- _Task objective_
Could you show all lines in the entries below that contain the string "Октября"?

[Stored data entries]
┌────────

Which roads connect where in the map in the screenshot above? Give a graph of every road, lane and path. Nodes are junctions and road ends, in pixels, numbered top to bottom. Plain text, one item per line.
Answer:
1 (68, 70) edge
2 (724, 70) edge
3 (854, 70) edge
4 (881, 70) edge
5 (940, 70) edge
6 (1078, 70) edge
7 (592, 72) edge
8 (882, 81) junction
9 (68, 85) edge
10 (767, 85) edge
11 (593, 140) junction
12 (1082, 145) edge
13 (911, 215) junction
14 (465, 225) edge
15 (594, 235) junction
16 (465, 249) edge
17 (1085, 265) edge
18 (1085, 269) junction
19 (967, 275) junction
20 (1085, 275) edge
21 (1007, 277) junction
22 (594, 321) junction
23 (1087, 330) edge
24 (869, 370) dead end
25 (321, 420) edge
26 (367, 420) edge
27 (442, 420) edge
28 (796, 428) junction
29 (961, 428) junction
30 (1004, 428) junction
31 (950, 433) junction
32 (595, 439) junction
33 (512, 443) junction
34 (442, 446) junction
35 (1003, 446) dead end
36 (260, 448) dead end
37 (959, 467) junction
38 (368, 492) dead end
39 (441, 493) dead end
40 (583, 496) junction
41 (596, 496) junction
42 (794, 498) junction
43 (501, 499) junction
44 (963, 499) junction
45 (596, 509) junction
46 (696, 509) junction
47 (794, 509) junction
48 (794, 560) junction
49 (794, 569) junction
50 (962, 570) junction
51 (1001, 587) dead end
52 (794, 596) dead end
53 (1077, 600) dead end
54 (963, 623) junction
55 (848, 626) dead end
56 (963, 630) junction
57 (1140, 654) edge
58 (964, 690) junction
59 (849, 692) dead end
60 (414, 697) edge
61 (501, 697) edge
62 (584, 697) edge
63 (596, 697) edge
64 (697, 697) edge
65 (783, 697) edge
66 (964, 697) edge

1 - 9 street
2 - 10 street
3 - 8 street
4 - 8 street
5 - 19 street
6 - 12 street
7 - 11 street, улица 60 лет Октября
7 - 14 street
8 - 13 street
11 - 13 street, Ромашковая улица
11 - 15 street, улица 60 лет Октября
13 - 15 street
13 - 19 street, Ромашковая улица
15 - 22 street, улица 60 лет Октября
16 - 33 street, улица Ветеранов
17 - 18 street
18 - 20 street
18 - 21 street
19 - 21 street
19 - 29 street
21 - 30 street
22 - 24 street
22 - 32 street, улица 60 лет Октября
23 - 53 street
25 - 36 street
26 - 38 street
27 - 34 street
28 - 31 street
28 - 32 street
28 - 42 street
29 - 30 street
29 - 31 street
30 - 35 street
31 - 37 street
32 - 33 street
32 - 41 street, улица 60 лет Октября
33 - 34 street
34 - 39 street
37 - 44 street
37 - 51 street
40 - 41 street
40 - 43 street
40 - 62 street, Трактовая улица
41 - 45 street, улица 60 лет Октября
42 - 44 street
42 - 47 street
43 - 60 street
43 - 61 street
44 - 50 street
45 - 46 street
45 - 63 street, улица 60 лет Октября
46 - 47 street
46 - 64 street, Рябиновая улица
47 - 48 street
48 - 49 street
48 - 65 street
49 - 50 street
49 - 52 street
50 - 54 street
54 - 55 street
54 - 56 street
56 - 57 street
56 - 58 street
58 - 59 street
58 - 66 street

└────────

- _Task result_
7 - 11 street, улица 60 лет Октября
11 - 15 street, улица 60 лет Октября
15 - 22 street, улица 60 лет Октября
22 - 32 street, улица 60 лет Октября
32 - 41 street, улица 60 лет Октября
41 - 45 street, улица 60 лет Октября
45 - 63 street, улица 60 лет Октября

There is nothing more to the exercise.